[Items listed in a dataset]
● ● ● ●
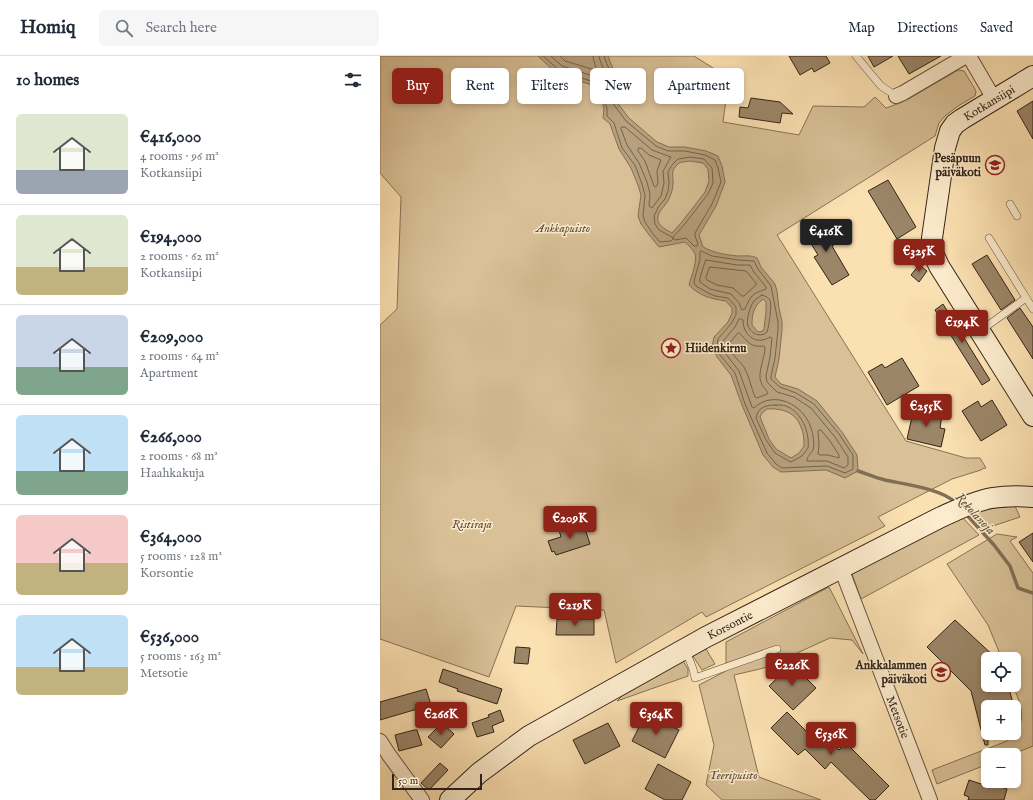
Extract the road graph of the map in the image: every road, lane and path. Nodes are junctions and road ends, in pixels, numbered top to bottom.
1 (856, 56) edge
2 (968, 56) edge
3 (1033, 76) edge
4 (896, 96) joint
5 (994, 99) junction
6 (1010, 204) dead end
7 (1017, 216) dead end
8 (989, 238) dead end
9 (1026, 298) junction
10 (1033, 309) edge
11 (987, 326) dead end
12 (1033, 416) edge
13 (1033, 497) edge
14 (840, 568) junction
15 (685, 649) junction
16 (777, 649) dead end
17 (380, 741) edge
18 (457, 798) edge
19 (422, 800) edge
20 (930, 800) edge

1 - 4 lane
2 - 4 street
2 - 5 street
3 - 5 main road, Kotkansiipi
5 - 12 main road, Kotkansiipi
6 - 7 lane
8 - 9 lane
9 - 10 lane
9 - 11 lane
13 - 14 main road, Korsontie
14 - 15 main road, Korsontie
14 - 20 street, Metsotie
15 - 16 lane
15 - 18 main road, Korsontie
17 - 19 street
● ● ● ●
Directions: Write the data above out exactly. Leave out any pictures.

Reply to the task:
Extract the road graph of the map in the image: every road, lane and path. Nodes are junctions and road ends, in pixels, numbered top to bottom.
1 (856, 56) edge
2 (968, 56) edge
3 (1033, 76) edge
4 (896, 96) joint
5 (994, 99) junction
6 (1010, 204) dead end
7 (1017, 216) dead end
8 (989, 238) dead end
9 (1026, 298) junction
10 (1033, 309) edge
11 (987, 326) dead end
12 (1033, 416) edge
13 (1033, 497) edge
14 (840, 568) junction
15 (685, 649) junction
16 (777, 649) dead end
17 (380, 741) edge
18 (457, 798) edge
19 (422, 800) edge
20 (930, 800) edge

1 - 4 lane
2 - 4 street
2 - 5 street
3 - 5 main road, Kotkansiipi
5 - 12 main road, Kotkansiipi
6 - 7 lane
8 - 9 lane
9 - 10 lane
9 - 11 lane
13 - 14 main road, Korsontie
14 - 15 main road, Korsontie
14 - 20 street, Metsotie
15 - 16 lane
15 - 18 main road, Korsontie
17 - 19 street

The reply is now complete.